Due to the indispensible role of STING signaling in tumorigenesis, their expression profile and functional status in human colorectal cancer cell lines have been investigated. The expression of IFN-β and IL-1β was significantly reduced in most human CRC cell lines with a defect in STING compared to WT cell lines in the presence of dsDNA [71]. As previously discussed, upon activation, STING interacts with TBK1 and translocates from the ER to the perinuclear compartment to phosphorylate IRF3 or NF-κB. However, this process was defective to different extents in the human CRC cell lines in the presence of dsDNA [71]. To understand if mutations in STING were responsible for these observations, the genomes of the human CRC cell lines were sequenced. The results indicate that the STING signaling defects may be attributed to upstream DNA sensors [71]. Consistently, the expression of cGAS is undetectable in some CRC cell lines, including LS174T, SW480, SW1417, SW48, HT116, and colo205. However, gene sequence results showed there was no mutation in genome encoding cGAS and the suppression of cGAS may be due to epigenetic modification, such as hypermethylation that often leads to gene silencing [72]. Indeed, bisulfite sequencing analysis showed that there were CpG islands in cGAS promoter regions of these cell lines, and demethylation could rescue the defective STING signaling in these cells [71]. Additionally, the expression of STING and cGAS was detected in human CRC formalin-fixed paraffin-embedded tissues. Those samples exhibited low expression levels of STING and cGAS starting from stage II, although more studies are needed to understand the correlation between STING and CRC patients’ prognosis.
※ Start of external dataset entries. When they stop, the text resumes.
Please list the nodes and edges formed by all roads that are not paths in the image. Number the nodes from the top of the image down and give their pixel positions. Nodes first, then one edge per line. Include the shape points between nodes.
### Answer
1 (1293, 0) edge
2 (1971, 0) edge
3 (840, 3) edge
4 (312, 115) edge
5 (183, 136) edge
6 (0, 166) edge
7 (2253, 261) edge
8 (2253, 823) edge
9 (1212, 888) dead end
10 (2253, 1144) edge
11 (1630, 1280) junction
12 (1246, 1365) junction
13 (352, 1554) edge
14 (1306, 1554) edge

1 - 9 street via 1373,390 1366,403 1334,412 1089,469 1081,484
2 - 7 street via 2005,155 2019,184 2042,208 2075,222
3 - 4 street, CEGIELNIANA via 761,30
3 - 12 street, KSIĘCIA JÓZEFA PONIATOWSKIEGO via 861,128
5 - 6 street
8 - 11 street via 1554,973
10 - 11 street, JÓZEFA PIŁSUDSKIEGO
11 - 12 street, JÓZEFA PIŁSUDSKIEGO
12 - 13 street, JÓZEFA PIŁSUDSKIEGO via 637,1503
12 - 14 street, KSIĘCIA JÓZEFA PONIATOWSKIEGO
As a central adaptor for DNA sensing, STING mediates the production of IFN-β and plays an important role in host defense against viruses such as herpes simplex virus (HSV) [73]. However, HSV can be utilized to treat cancers [74] and thus STING signaling deficiency in tumor cells facilitates the killing of tumor cells by oncolytic viruses in turn. In vitro experiments showed that human CRC cell lines defective in STING exhibited less type I IFN production and underwent more cell death when receiving HSV treatment, partially due to massive HSV replication [71]. This indicates that HSV has greater efficacy against CRC in the absence of STING signaling. This notion was supported by in vivo nude mouse experiments that CRC cells with defective STING signaling were more sensitive to HSV therapy [71]. Consistently, it was shown that STING signaling was defective in melanoma cells, and these cells are highly susceptible to HSV treatment [75]. So the effective STING signaling in tumor cells seems a double-edged sword, and evaluation of STING signaling in CRC patients may be used to predict the potential antitumor efficacy of oncolytic viruses. On the other hand, many pre-clinical experiments tried to enhance STING signaling in CD8+ T cells to promote anti-tumor immunity. The results showed that STING agonists, along with traditional therapy managements, could effectively reduce tumor loads in mice, such as CRC, melanoma, and glioma [76–78]. Encouragingly, some agonists have been shown to activate human STING signaling, though more clinical trials are needed to confirm.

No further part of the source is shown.